Cela inclut une bonne quarantaine d’années de dépenses d’exploitation et d’entretien, toujours selon le quotidien torontois.
À ce stade-ci, Alto, responsable du projet, évalue le coût de sa mise en place à entre 60 et 90 G$.
En juin, Paul St-Pierre Plamondon a affirmé qu’en retirant le Québec du projet de TGV, la part du Québec, évaluée à près de 40 G$, pourrait être réinvestie dans les routes, les hôpitaux, les écoles et le transport collectif.
Des revenus à prévoir
Au Journal, Alto rétorque que le document du Globe est une étude préliminaire vieille de trois ans, fondée sur les habitudes de déplacement de 2019, et qu’elle concluait déjà que « les revenus passagers dépasseraient les coûts d’exploitation ».
« Toute évaluation qui tient compte des coûts d’exploitation et d’entretien doit également tenir compte des revenus que le projet devrait générer afin de couvrir ces dépenses », souligne la porte-parole d’Alto, Caroline Des Rosiers.
« Lorsqu’on achète une maison, le prix d’achat n’intègre pas 40 années de dépenses futures liées au chauffage, aux assurances et à l’entretien », ajoute-t-elle.
De vives inquiétudes
Au Québec, ce projet inquiète déjà de nombreux agriculteurs.
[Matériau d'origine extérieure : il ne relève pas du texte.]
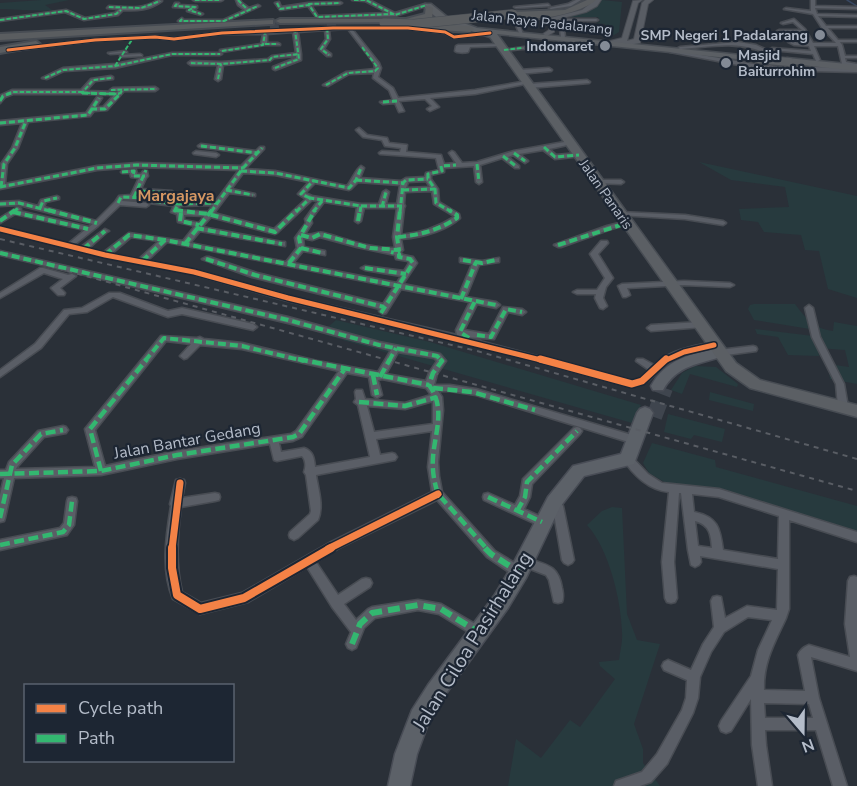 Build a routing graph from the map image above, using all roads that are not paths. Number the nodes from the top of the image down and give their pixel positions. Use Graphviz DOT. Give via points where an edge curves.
graph roads {
  1 [pos="182,0"];
  2 [pos="195,0"];
  3 [pos="214,0"];
  4 [pos="220,0"];
  5 [pos="239,0"];
  6 [pos="419,0"];
  7 [pos="579,0"];
  8 [pos="588,0"];
  9 [pos="592,0"];
  10 [pos="598,0"];
  11 [pos="650,0"];
  12 [pos="161,1"];
  13 [pos="173,1"];
  14 [pos="636,1"];
  15 [pos="307,3"];
  16 [pos="340,3"];
  17 [pos="277,4"];
  18 [pos="852,4"];
  19 [pos="258,6"];
  20 [pos="548,6"];
  21 [pos="109,7"];
  22 [pos="429,7"];
  23 [pos="814,7"];
  24 [pos="355,8"];
  25 [pos="857,8"];
  26 [pos="247,9"];
  27 [pos="786,9"];
  28 [pos="122,10"];
  29 [pos="524,11"];
  30 [pos="184,14"];
  31 [pos="393,14"];
  32 [pos="515,14"];
  33 [pos="857,16"];
  34 [pos="422,18"];
  35 [pos="439,18"];
  36 [pos="786,19"];
  37 [pos="0,20"];
  38 [pos="452,21"];
  39 [pos="384,22"];
  40 [pos="597,23"];
  41 [pos="337,24"];
  42 [pos="406,25"];
  43 [pos="327,26"];
  44 [pos="552,26"];
  45 [pos="562,26"];
  46 [pos="824,27"];
  47 [pos="857,27"];
  48 [pos="275,28"];
  49 [pos="349,28"];
  50 [pos="201,29"];
  51 [pos="470,29"];
  52 [pos="295,30"];
  53 [pos="0,31"];
  54 [pos="221,31"];
  55 [pos="779,31"];
  56 [pos="805,32"];
  57 [pos="492,33"];
  58 [pos="521,33"];
  59 [pos="577,33"];
  60 [pos="51,34"];
  61 [pos="547,34"];
  62 [pos="790,36"];
  63 [pos="0,38"];
  64 [pos="133,38"];
  65 [pos="563,38"];
  66 [pos="284,39"];
  67 [pos="637,41"];
  68 [pos="857,41"];
  69 [pos="838,43"];
  70 [pos="264,44"];
  71 [pos="278,44"];
  72 [pos="617,44"];
  73 [pos="721,45"];
  74 [pos="812,45"];
  75 [pos="502,48"];
  76 [pos="522,48"];
  77 [pos="674,48"];
  78 [pos="321,49"];
  79 [pos="457,49"];
  80 [pos="661,49"];
  81 [pos="772,49"];
  82 [pos="4,50"];
  83 [pos="336,51"];
  84 [pos="110,53"];
  85 [pos="814,53"];
  86 [pos="123,54"];
  87 [pos="156,54"];
  88 [pos="299,54"];
  89 [pos="728,54"];
  90 [pos="329,55"];
  91 [pos="705,57"];
  92 [pos="842,57"];
  93 [pos="857,57"];
  94 [pos="757,58"];
  95 [pos="818,60"];
  96 [pos="289,61"];
  97 [pos="191,63"];
  98 [pos="221,64"];
  99 [pos="115,66"];
  100 [pos="302,66"];
  101 [pos="704,67"];
  102 [pos="275,68"];
  103 [pos="772,68"];
  104 [pos="857,68"];
  105 [pos="549,70"];
  106 [pos="375,71"];
  107 [pos="519,72"];
  108 [pos="45,78"];
  109 [pos="111,78"];
  110 [pos="218,79"];
  111 [pos="587,82"];
  112 [pos="326,85"];
  113 [pos="528,85"];
  114 [pos="155,88"];
  115 [pos="83,90"];
  116 [pos="121,91"];
  117 [pos="426,97"];
  118 [pos="99,98"];
  119 [pos="397,100"];
  120 [pos="0,101"];
  121 [pos="383,102"];
  122 [pos="91,109"];
  123 [pos="430,109"];
  124 [pos="401,111"];
  125 [pos="26,121"];
  126 [pos="0,123"];
  127 [pos="360,130"];
  128 [pos="570,143"];
  129 [pos="201,146"];
  130 [pos="544,147"];
  131 [pos="196,153"];
  132 [pos="382,153"];
  133 [pos="452,153"];
  134 [pos="514,153"];
  135 [pos="257,154"];
  136 [pos="402,154"];
  137 [pos="579,155"];
  138 [pos="503,156"];
  139 [pos="525,161"];
  140 [pos="477,164"];
  141 [pos="458,165"];
  142 [pos="441,166"];
  143 [pos="517,167"];
  144 [pos="361,168"];
  145 [pos="146,170"];
  146 [pos="242,170"];
  147 [pos="110,172"];
  148 [pos="428,179"];
  149 [pos="356,180"];
  150 [pos="417,180"];
  151 [pos="313,181"];
  152 [pos="479,182"];
  153 [pos="598,182"];
  154 [pos="621,182"];
  155 [pos="0,187"];
  156 [pos="403,187"];
  157 [pos="435,189"];
  158 [pos="226,190"];
  159 [pos="417,190"];
  160 [pos="386,192"];
  161 [pos="172,193"];
  162 [pos="136,194"];
  163 [pos="253,195"];
  164 [pos="57,198"];
  165 [pos="310,198"];
  166 [pos="322,201"];
  167 [pos="118,203"];
  168 [pos="218,203"];
  169 [pos="0,204"];
  170 [pos="178,204"];
  171 [pos="23,205"];
  172 [pos="146,205"];
  173 [pos="361,206"];
  174 [pos="402,206"];
  175 [pos="382,207"];
  176 [pos="39,208"];
  177 [pos="13,212"];
  178 [pos="181,213"];
  179 [pos="208,214"];
  180 [pos="623,218"];
  181 [pos="0,221"];
  182 [pos="358,221"];
  183 [pos="723,223"];
  184 [pos="96,224"];
  185 [pos="198,226"];
  186 [pos="0,229"];
  187 [pos="88,229"];
  188 [pos="275,232"];
  189 [pos="301,235"];
  190 [pos="398,237"];
  191 [pos="165,240"];
  192 [pos="268,241"];
  193 [pos="604,243"];
  194 [pos="185,244"];
  195 [pos="282,244"];
  196 [pos="558,245"];
  197 [pos="69,246"];
  198 [pos="301,248"];
  199 [pos="83,249"];
  200 [pos="382,249"];
  201 [pos="213,250"];
  202 [pos="322,253"];
  203 [pos="0,255"];
  204 [pos="105,255"];
  205 [pos="252,256"];
  206 [pos="206,259"];
  207 [pos="463,260"];
  208 [pos="496,260"];
  209 [pos="142,261"];
  210 [pos="476,262"];
  211 [pos="289,264"];
  212 [pos="365,267"];
  213 [pos="43,270"];
  214 [pos="194,272"];
  215 [pos="80,273"];
  216 [pos="406,274"];
  217 [pos="69,278"];
  218 [pos="671,284"];
  219 [pos="730,285"];
  220 [pos="398,287"];
  221 [pos="577,291"];
  222 [pos="600,292"];
  223 [pos="61,293"];
  224 [pos="626,295"];
  225 [pos="0,296"];
  226 [pos="461,298"];
  227 [pos="475,301"];
  228 [pos="496,306"];
  229 [pos="603,306"];
  230 [pos="384,308"];
  231 [pos="809,308"];
  232 [pos="522,312"];
  233 [pos="379,318"];
  234 [pos="700,324"];
  235 [pos="253,327"];
  236 [pos="651,328"];
  237 [pos="460,332"];
  238 [pos="200,340"];
  239 [pos="480,343"];
  240 [pos="396,348"];
  241 [pos="717,349"];
  242 [pos="753,349"];
  243 [pos="184,356"];
  244 [pos="640,361"];
  245 [pos="656,369"];
  246 [pos="344,370"];
  247 [pos="0,374"];
  248 [pos="377,376"];
  249 [pos="661,387"];
  250 [pos="433,390"];
  251 [pos="377,395"];
  252 [pos="850,409"];
  253 [pos="650,415"];
  254 [pos="436,427"];
  255 [pos="63,430"];
  256 [pos="577,431"];
  257 [pos="370,436"];
  258 [pos="635,440"];
  259 [pos="274,441"];
  260 [pos="392,457"];
  261 [pos="628,459"];
  262 [pos="376,460"];
  263 [pos="101,471"];
  264 [pos="309,472"];
  265 [pos="5,474"];
  266 [pos="180,483"];
  267 [pos="674,489"];
  268 [pos="686,490"];
  269 [pos="438,494"];
  270 [pos="215,497"];
  271 [pos="488,497"];
  272 [pos="72,501"];
  273 [pos="554,502"];
  274 [pos="175,504"];
  275 [pos="517,511"];
  276 [pos="784,514"];
  277 [pos="690,516"];
  278 [pos="0,518"];
  279 [pos="542,522"];
  280 [pos="294,535"];
  281 [pos="857,537"];
  282 [pos="0,546"];
  283 [pos="693,550"];
  284 [pos="718,554"];
  285 [pos="309,560"];
  286 [pos="568,560"];
  287 [pos="695,562"];
  288 [pos="782,565"];
  289 [pos="522,567"];
  290 [pos="854,581"];
  291 [pos="366,583"];
  292 [pos="558,598"];
  293 [pos="671,598"];
  294 [pos="717,601"];
  295 [pos="336,603"];
  296 [pos="781,616"];
  297 [pos="720,628"];
  298 [pos="356,630"];
  299 [pos="478,632"];
  300 [pos="352,644"];
  301 [pos="857,660"];
  302 [pos="857,665"];
  303 [pos="668,666"];
  304 [pos="694,677"];
  305 [pos="758,679"];
  306 [pos="759,696"];
  307 [pos="813,699"];
  308 [pos="759,724"];
  309 [pos="821,724"];
  310 [pos="726,726"];
  311 [pos="399,786"];
  312 [pos="621,786"];
  313 [pos="765,786"];
  314 [pos="840,786"];
  1 -- 13 [label="street"];
  1 -- 30 [label="street" via="175,6"];
  2 -- 3 [label="street"];
  3 -- 4 [label="street"];
  3 -- 30 [label="street" via="200,12 189,10 195,7"];
  5 -- 26 [label="street"];
  6 -- 22 [label="highway"];
  7 -- 20 [label="street"];
  8 -- 32 [label="highway" via="566,10"];
  9 -- 32 [label="highway" via="568,12"];
  10 -- 44 [label="main road" via="587,10 553,19"];
  11 -- 67 [label="main road" via="645,3"];
  12 -- 28 [label="street"];
  14 -- 72 [label="main road" via="625,39"];
  15 -- 16 [label="street"];
  15 -- 17 [label="street" via="282,9"];
  15 -- 31 [label="street" via="317,17"];
  18 -- 23 [label="street"];
  19 -- 26 [label="street"];
  20 -- 29 [label="street" via="552,10"];
  20 -- 32 [label="street"];
  21 -- 28 [label="street"];
  22 -- 31 [label="street"];
  22 -- 34 [label="highway" via="429,16"];
  22 -- 35 [label="highway"];
  23 -- 25 [label="street"];
  23 -- 27 [label="street"];
  23 -- 33 [label="street"];
  23 -- 46 [label="street"];
  24 -- 31 [label="street" via="366,0"];
  24 -- 39 [label="highway"];
  24 -- 42 [label="highway"];
  24 -- 48 [label="highway"];
  26 -- 30 [label="street" via="246,13 224,21 180,21"];
  28 -- 37 [label="street" via="84,19 66,11"];
  32 -- 39 [label="highway, bridge" via="414,24"];
  32 -- 58 [label="street"];
  34 -- 35 [label="highway"];
  34 -- 42 [label="highway"];
  35 -- 38 [label="highway"];
  35 -- 42 [label="highway"];
  36 -- 56 [label="street" via="795,21"];
  38 -- 51 [label="highway, Jalan Raya Padalarang"];
  38 -- 58 [label="highway, Jalan Raya Padalarang"];
  39 -- 48 [label="highway" via="344,21"];
  40 -- 45 [label="street"];
  41 -- 42 [label="highway"];
  42 -- 49 [label="street"];
  42 -- 51 [label="highway"];
  42 -- 57 [label="street" via="454,37"];
  43 -- 48 [label="highway"];
  43 -- 49 [label="street"];
  43 -- 52 [label="street"];
  43 -- 78 [label="street" via="328,39"];
  44 -- 61 [label="main road" via="552,32"];
  44 -- 65 [label="main road" via="555,35"];
  45 -- 59 [label="street"];
  45 -- 65 [label="street"];
  46 -- 47 [label="street"];
  46 -- 69 [label="street"];
  48 -- 52 [label="street"];
  48 -- 54 [label="highway"];
  48 -- 60 [label="highway"];
  48 -- 66 [label="street"];
  48 -- 70 [label="street"];
  49 -- 106 [label="street" via="378,66"];
  50 -- 54 [label="highway"];
  50 -- 63 [label="highway"];
  50 -- 82 [label="highway"];
  51 -- 57 [label="highway, Jalan Raya Padalarang"];
  52 -- 88 [label="street"];
  53 -- 60 [label="highway"];
  54 -- 64 [label="street" via="174,39"];
  55 -- 56 [label="street"];
  56 -- 74 [label="street"];
  57 -- 65 [label="highway, Jalan Raya Padalarang"];
  57 -- 75 [label="highway, Jalan Panaris"];
  58 -- 61 [label="highway, Jalan Raya Padalarang"];
  59 -- 65 [label="highway, Jalan Raya Padalarang"];
  59 -- 72 [label="highway, Jalan Raya Padalarang"];
  60 -- 63 [label="highway"];
  62 -- 74 [label="street" via="791,43"];
  64 -- 82 [label="street"];
  64 -- 86 [label="street"];
  67 -- 72 [label="main road, Jalan Raya Padalarang"];
  67 -- 77 [label="highway, Jalan Raya Padalarang" via="641,45"];
  68 -- 69 [label="street"];
  69 -- 74 [label="street"];
  69 -- 92 [label="street"];
  70 -- 71 [label="street"];
  70 -- 99 [label="street" via="221,52 172,54"];
  72 -- 80 [label="highway, Jalan Raya Padalarang"];
  73 -- 77 [label="street"];
  73 -- 89 [label="street" via="721,50"];
  73 -- 103 [label="street" via="758,47 768,54"];
  74 -- 85 [label="street"];
  75 -- 76 [label="street"];
  75 -- 79 [label="street" via="467,47 465,52"];
  75 -- 107 [label="highway, Jalan Panaris"];
  77 -- 89 [label="highway, Jalan Raya Padalarang"];
  78 -- 83 [label="street"];
  78 -- 90 [label="street"];
  80 -- 91 [label="street"];
  80 -- 94 [label="highway, Jalan Raya Padalarang"];
  81 -- 85 [label="street"];
  84 -- 86 [label="street"];
  85 -- 95 [label="street"];
  86 -- 87 [label="street"];
  86 -- 99 [label="street"];
  88 -- 96 [label="street" via="299,59"];
  88 -- 98 [label="street"];
  89 -- 94 [label="highway, Jalan Raya Padalarang"];
  91 -- 101 [label="street"];
  91 -- 103 [label="street"];
  92 -- 93 [label="street"];
  92 -- 104 [label="street" via="845,64"];
  94 -- 104 [label="highway, Jalan Raya Padalarang, bridge"];
  96 -- 100 [label="street"];
  96 -- 102 [label="street"];
  97 -- 98 [label="street"];
  98 -- 110 [label="street"];
  99 -- 108 [label="street" via="63,70"];
  103 -- 104 [label="street"];
  105 -- 107 [label="street"];
  106 -- 112 [label="street" via="348,73"];
  106 -- 119 [label="street" via="378,80 391,89"];
  107 -- 113 [label="highway, Jalan Panaris"];
  109 -- 115 [label="street" via="93,79"];
  111 -- 113 [label="street"];
  113 -- 117 [label="street"];
  113 -- 128 [label="highway, Jalan Panaris"];
  114 -- 116 [label="street"];
  115 -- 116 [label="street"];
  115 -- 120 [label="street" via="14,92"];
  116 -- 122 [label="street" via="105,109"];
  117 -- 119 [label="street"];
  117 -- 123 [label="street" via="436,107"];
  118 -- 122 [label="street"];
  119 -- 121 [label="street"];
  119 -- 124 [label="street"];
  122 -- 125 [label="street" via="88,115"];
  125 -- 126 [label="street"];
  125 -- 155 [label="street" via="4,164"];
  127 -- 136 [label="street" via="365,136 385,139 387,145 405,146"];
  128 -- 130 [label="street"];
  128 -- 137 [label="highway, Jalan Panaris"];
  129 -- 135 [label="street"];
  130 -- 134 [label="street"];
  130 -- 137 [label="street" via="555,157"];
  131 -- 135 [label="street"];
  132 -- 136 [label="street"];
  133 -- 141 [label="street"];
  134 -- 138 [label="street"];
  134 -- 139 [label="street"];
  135 -- 146 [label="street"];
  136 -- 142 [label="street" via="439,156"];
  137 -- 153 [label="highway, Jalan Panaris"];
  138 -- 140 [label="street"];
  138 -- 143 [label="street"];
  140 -- 141 [label="street"];
  140 -- 152 [label="street"];
  141 -- 142 [label="street"];
  142 -- 148 [label="street" via="442,171 428,174"];
  144 -- 149 [label="street"];
  145 -- 146 [label="street"];
  145 -- 147 [label="street" via="133,177 134,171"];
  145 -- 155 [label="street" via="97,168"];
  145 -- 162 [label="street"];
  146 -- 151 [label="street"];
  146 -- 158 [label="street"];
  148 -- 150 [label="street"];
  148 -- 157 [label="street"];
  149 -- 151 [label="street" via="349,188"];
  149 -- 156 [label="street"];
  150 -- 156 [label="street"];
  150 -- 159 [label="street"];
  151 -- 165 [label="street" via="301,194"];
  153 -- 154 [label="street"];
  153 -- 180 [label="highway, Jalan Panaris"];
  156 -- 159 [label="street"];
  156 -- 174 [label="street"];
  157 -- 159 [label="street"];
  157 -- 190 [label="street" via="436,203 457,218 422,235"];
  158 -- 163 [label="street"];
  158 -- 168 [label="street"];
  160 -- 175 [label="street"];
  161 -- 162 [label="street"];
  162 -- 167 [label="street" via="121,197"];
  162 -- 170 [label="street"];
  164 -- 176 [label="street" via="43,201"];
  165 -- 166 [label="street"];
  165 -- 188 [label="street"];
  166 -- 173 [label="street"];
  166 -- 189 [label="street"];
  167 -- 172 [label="street"];
  167 -- 184 [label="street"];
  168 -- 170 [label="street"];
  168 -- 179 [label="street"];
  169 -- 171 [label="street"];
  170 -- 178 [label="street" via="174,212"];
  171 -- 176 [label="street"];
  171 -- 177 [label="street"];
  173 -- 175 [label="street"];
  173 -- 182 [label="street"];
  174 -- 175 [label="street"];
  174 -- 190 [label="street"];
  176 -- 184 [label="street"];
  177 -- 181 [label="street"];
  177 -- 187 [label="street"];
  178 -- 179 [label="street"];
  178 -- 185 [label="street" via="180,220"];
  179 -- 185 [label="street"];
  179 -- 188 [label="street"];
  180 -- 183 [label="street" via="685,217"];
  180 -- 196 [label="street"];
  180 -- 218 [label="highway, Jalan Panaris"];
  184 -- 187 [label="street"];
  184 -- 199 [label="street" via="106,229"];
  185 -- 192 [label="street"];
  185 -- 194 [label="street"];
  186 -- 197 [label="street"];
  187 -- 197 [label="street"];
  188 -- 192 [label="street"];
  189 -- 198 [label="street"];
  189 -- 200 [label="street" via="313,238 320,234"];
  190 -- 200 [label="street" via="399,250"];
  191 -- 194 [label="street"];
  191 -- 204 [label="street" via="129,235"];
  191 -- 209 [label="street"];
  192 -- 195 [label="street"];
  192 -- 205 [label="street"];
  193 -- 222 [label="street" via="594,253 609,278"];
  194 -- 201 [label="street"];
  197 -- 199 [label="street"];
  198 -- 202 [label="street"];
  198 -- 211 [label="street"];
  199 -- 204 [label="street"];
  200 -- 216 [label="street" via="413,261"];
  201 -- 205 [label="street"];
  201 -- 206 [label="street"];
  203 -- 213 [label="street"];
  203 -- 215 [label="street"];
  204 -- 209 [label="street"];
  205 -- 211 [label="street"];
  206 -- 214 [label="street"];
  206 -- 230 [label="street"];
  207 -- 210 [label="street"];
  208 -- 210 [label="street"];
  209 -- 214 [label="street"];
  210 -- 226 [label="street"];
  211 -- 220 [label="street"];
  212 -- 216 [label="street"];
  213 -- 217 [label="street"];
  213 -- 225 [label="street"];
  214 -- 233 [label="street"];
  215 -- 217 [label="street"];
  215 -- 240 [label="street" via="127,281"];
  216 -- 220 [label="street"];
  217 -- 223 [label="street" via="55,288"];
  218 -- 219 [label="street"];
  218 -- 224 [label="street" via="621,286"];
  218 -- 234 [label="highway, Jalan Panaris"];
  220 -- 226 [label="street"];
  220 -- 230 [label="street"];
  221 -- 222 [label="street"];
  222 -- 229 [label="street"];
  226 -- 227 [label="street"];
  227 -- 228 [label="street"];
  227 -- 237 [label="street"];
  230 -- 233 [label="street"];
  231 -- 252 [label="street" via="816,337"];
  232 -- 237 [label="street" via="504,309 491,337"];
  233 -- 239 [label="street"];
  234 -- 236 [label="street"];
  234 -- 241 [label="highway, Jalan Panaris"];
  235 -- 247 [label="street" via="182,311 168,314 117,295 84,310 67,312 38,346"];
  237 -- 239 [label="street"];
  238 -- 243 [label="street"];
  238 -- 246 [label="street"];
  238 -- 263 [label="street" via="161,339 90,429"];
  239 -- 245 [label="street" via="632,384 644,382"];
  240 -- 248 [label="street"];
  240 -- 250 [label="street" via="437,356 442,361 433,372"];
  241 -- 242 [label="street"];
  241 -- 245 [label="street" via="680,354"];
  241 -- 249 [label="main road" via="692,360"];
  241 -- 252 [label="highway, Jalan Panaris" via="739,375 755,384"];
  244 -- 245 [label="street"];
  246 -- 248 [label="street"];
  246 -- 259 [label="street, Jalan Bantar Gedang" via="299,434"];
  248 -- 250 [label="street"];
  248 -- 251 [label="street"];
  250 -- 254 [label="street" via="440,414"];
  250 -- 257 [label="street" via="411,406 359,397"];
  250 -- 258 [label="street" via="476,392"];
  253 -- 258 [label="main road" via="643,435"];
  254 -- 257 [label="street"];
  254 -- 269 [label="street" via="433,462"];
  255 -- 265 [label="street" via="41,434"];
  256 -- 275 [label="street" via="527,482"];
  257 -- 262 [label="street"];
  258 -- 261 [label="main road"];
  259 -- 263 [label="street, Jalan Bantar Gedang"];
  259 -- 264 [label="street" via="277,457 307,453"];
  260 -- 262 [label="street"];
  261 -- 267 [label="street" via="652,484"];
  261 -- 273 [label="main road, Jalan Ciloa Pasirhalang" via="579,471"];
  262 -- 264 [label="street"];
  263 -- 265 [label="street, Jalan Bantar Gedang"];
  264 -- 280 [label="street" via="316,511"];
  265 -- 278 [label="street"];
  266 -- 274 [label="street"];
  267 -- 268 [label="street"];
  267 -- 293 [label="street" via="668,562"];
  268 -- 276 [label="street" via="718,494"];
  268 -- 277 [label="street"];
  269 -- 285 [label="street"];
  269 -- 289 [label="street" via="491,554"];
  270 -- 274 [label="street"];
  271 -- 275 [label="street"];
  272 -- 282 [label="street" via="69,525 63,532"];
  273 -- 279 [label="main road, Jalan Ciloa Pasirhalang"];
  273 -- 286 [label="street"];
  274 -- 285 [label="street" via="173,584 177,595 192,606 200,609 244,597"];
  275 -- 279 [label="street"];
  276 -- 281 [label="street"];
  276 -- 288 [label="street"];
  277 -- 283 [label="street"];
  277 -- 284 [label="street" via="711,522"];
  279 -- 289 [label="main road, Jalan Ciloa Pasirhalang"];
  283 -- 284 [label="street"];
  283 -- 287 [label="street"];
  284 -- 288 [label="street"];
  285 -- 295 [label="street"];
  288 -- 296 [label="street"];
  289 -- 292 [label="street" via="552,571"];
  289 -- 299 [label="main road, Jalan Ciloa Pasirhalang"];
  290 -- 301 [label="street" via="851,624"];
  291 -- 295 [label="street"];
  294 -- 297 [label="street"];
  295 -- 298 [label="street"];
  296 -- 297 [label="street" via="747,611"];
  296 -- 305 [label="street" via="765,650"];
  297 -- 304 [label="street"];
  298 -- 299 [label="street" via="372,613 418,605 441,609"];
  298 -- 300 [label="street"];
  299 -- 311 [label="main road, Jalan Ciloa Pasirhalang" via="420,718"];
  302 -- 307 [label="street" via="806,652"];
  303 -- 304 [label="street"];
  304 -- 312 [label="street" via="687,712 662,759 646,777"];
  305 -- 306 [label="street"];
  305 -- 310 [label="street"];
  306 -- 307 [label="street"];
  306 -- 308 [label="street"];
  307 -- 309 [label="street"];
  308 -- 309 [label="street"];
  308 -- 313 [label="street"];
  309 -- 314 [label="street"];
}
L’Union des producteurs agricoles (UPA) dénonce le fait que le tronçon de 200 km Montréal-Ottawa traverserait environ 1700 propriétés, dont au moins 500 terres.
« Au-delà des superficies touchées, ce sont des entreprises, des familles, des emplois et des milieux de vie entiers qui risquent d’en subir les conséquences », indique-t-on.
« Les choix faits aujourd’hui marqueront durablement le territoire, fragiliseront notre autonomie alimentaire et pèseront sur l’avenir de nos régions », craint-on.
Alto se défend
Alto se dit au contraire être à l’écoute des agriculteurs et promet des actions concrètes.
On assure vouloir « réduire les impacts au maximum dès la conception du projet, privilégier les ententes négociées lorsque des acquisitions sont requises, maintenir l’accès de part et d’autre de l’infrastructure, assurer une compensation juste qui tient compte des impacts à long terme sur les exploitations agricoles ».
« Nous prévoyons des infrastructures adaptées afin de permettre aux citoyens, aux producteurs agricoles et aux services d’urgence de continuer à circuler de façon sécuritaire et efficace », conclut sa porte-parole Caroline Des Rosiers.